Multi-Node Deployment¶

Start the service:

bash start_qwen.sh

The start_qwen.sh script is as follows:

start_qwen.sh
# 1. Environment variable setup
export PYTHON_INCLUDE_PATH="$(python3 -c 'from sysconfig import get_paths; print(get_paths()["include"])')"
export PYTHON_LIB_PATH="$(python3 -c 'from sysconfig import get_paths; print(get_paths()["include"])')"
export PYTORCH_NPU_INSTALL_PATH=/usr/local/libtorch_npu/  # NPU version PyTorch path
export PYTORCH_INSTALL_PATH="$(python3 -c 'import torch, os; print(os.path.dirname(os.path.abspath(torch.__file__)))')"  # PyTorch installation path
export LIBTORCH_ROOT="$PYTORCH_INSTALL_PATH"  # LibTorch path
export LD_LIBRARY_PATH=/usr/local/libtorch_npu/lib:$LD_LIBRARY_PATH  # Add NPU library path

# 2. Load npu environment
source /usr/local/Ascend/ascend-toolkit/set_env.sh 
source /usr/local/Ascend/nnal/atb/set_env.sh 
export ASCEND_RT_VISIBLE_DEVICES=10,11
export ASDOPS_LOG_TO_STDOUT=1
export ASDOPS_LOG_LEVEL=ERROR
export ASDOPS_LOG_TO_FILE=1
export PYTORCH_NPU_ALLOC_CONF=expandable_segments:True
export NPU_MEMORY_FRACTION=0.98
export ATB_WORKSPACE_MEM_ALLOC_ALG_TYPE=3
export ATB_WORKSPACE_MEM_ALLOC_GLOBAL=1
export OMP_NUM_THREADS=12
export HCCL_CONNECT_TIMEOUT=7200
export INF_NAN_MODE_ENABLE=0

# 3. Clean up old logs
\rm -rf core.*

# 4. Start distributed service
MODEL_PATH="/path/to/your/Qwen2-7B-Instruct"  # Model path
MASTER_NODE_ADDR="127.0.0.1:9748"                  # Master node address (must be globally consistent)
START_PORT=18000                                   # Service starting port
START_DEVICE=0                                     # Starting NPU logical device number
LOG_DIR="log"                                      # Log directory
NNODES=2                                           # Number of nodes (this script starts 2 processes)

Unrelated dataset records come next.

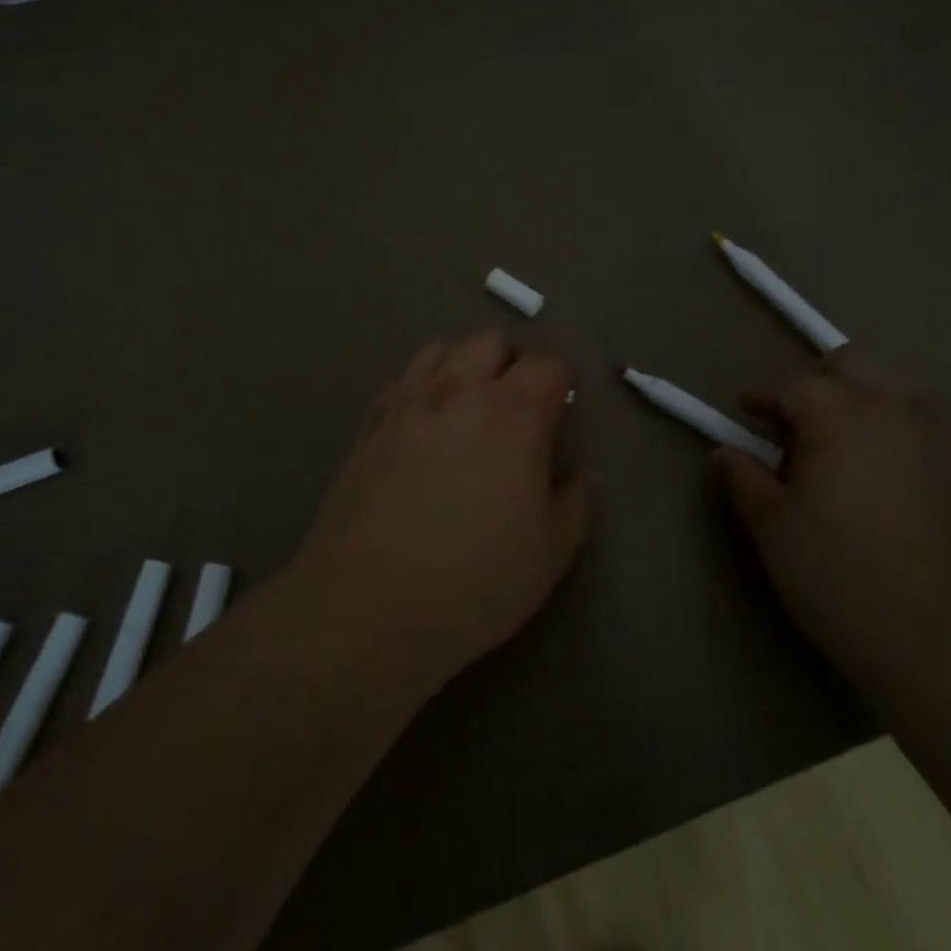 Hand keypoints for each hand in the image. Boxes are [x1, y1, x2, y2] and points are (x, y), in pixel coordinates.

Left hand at [293, 331, 592, 683]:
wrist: (368, 609)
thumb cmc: (473, 585)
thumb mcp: (549, 555)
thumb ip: (574, 504)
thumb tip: (582, 475)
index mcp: (513, 416)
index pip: (548, 366)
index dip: (562, 384)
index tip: (561, 414)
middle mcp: (458, 393)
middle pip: (491, 341)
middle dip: (512, 364)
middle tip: (517, 409)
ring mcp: (406, 405)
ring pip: (440, 349)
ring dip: (464, 365)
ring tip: (469, 406)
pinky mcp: (369, 426)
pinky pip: (400, 380)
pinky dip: (420, 386)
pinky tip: (423, 422)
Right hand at [711, 348, 950, 670]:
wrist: (947, 638)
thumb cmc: (839, 573)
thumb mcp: (772, 527)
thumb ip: (745, 479)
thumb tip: (726, 452)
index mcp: (840, 414)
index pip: (792, 384)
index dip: (761, 396)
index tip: (743, 414)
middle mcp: (894, 409)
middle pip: (850, 364)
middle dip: (815, 383)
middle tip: (791, 428)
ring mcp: (938, 436)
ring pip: (891, 389)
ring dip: (857, 401)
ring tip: (836, 452)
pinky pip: (919, 424)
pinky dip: (890, 429)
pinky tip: (878, 477) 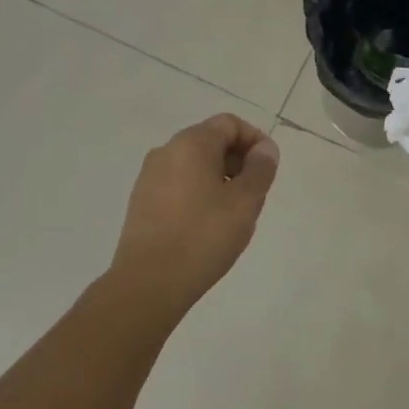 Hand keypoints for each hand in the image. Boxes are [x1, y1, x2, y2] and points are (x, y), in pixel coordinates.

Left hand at [112, 114, 279, 314]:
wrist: (148, 284)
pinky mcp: (141, 201)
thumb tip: (264, 149)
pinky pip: (177, 183)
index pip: (230, 124)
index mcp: (191, 143)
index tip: (268, 170)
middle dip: (237, 160)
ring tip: (232, 212)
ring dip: (218, 177)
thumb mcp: (245, 202)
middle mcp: (166, 151)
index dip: (254, 140)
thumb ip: (260, 169)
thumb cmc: (203, 236)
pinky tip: (205, 224)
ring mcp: (149, 176)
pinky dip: (197, 192)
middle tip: (254, 193)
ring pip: (193, 164)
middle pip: (210, 140)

export HCCL_IF_BASE_PORT=43432  # HCCL communication base port
export FOLLY_DEBUG_MEMORYIDLER_DISABLE_UNMAP=1  # Disable memory release (improves stability)

for (( i=0; i<$NNODES; i++ ))
do
  PORT=$((START_PORT + i))
  DEVICE=$((START_DEVICE + i))
  LOG_FILE="$LOG_DIR/node_$i.log"
  ./xllm/build/xllm/core/server/xllm \
    --model $MODEL_PATH \
    --devices="npu:$DEVICE" \
    --port $PORT \
    --master_node_addr=$MASTER_NODE_ADDR \
    --nnodes=$NNODES \
    --max_memory_utilization=0.86 \
    --max_tokens_per_batch=40000 \
    --max_seqs_per_batch=256 \
    --enable_mla=false \
    --block_size=128 \
    --communication_backend="hccl" \
    --enable_prefix_cache=false \
    --enable_chunked_prefill=true \
    --enable_schedule_overlap=true \
    --node_rank=$i  &
done

Two nodes are used here, which can be configured using --nnodes=$NNODES and --node_rank=$i. NPU Device can also be set using the ASCEND_RT_VISIBLE_DEVICES environment variable.

The client test command is the same as in the previous chapter Client Invocation.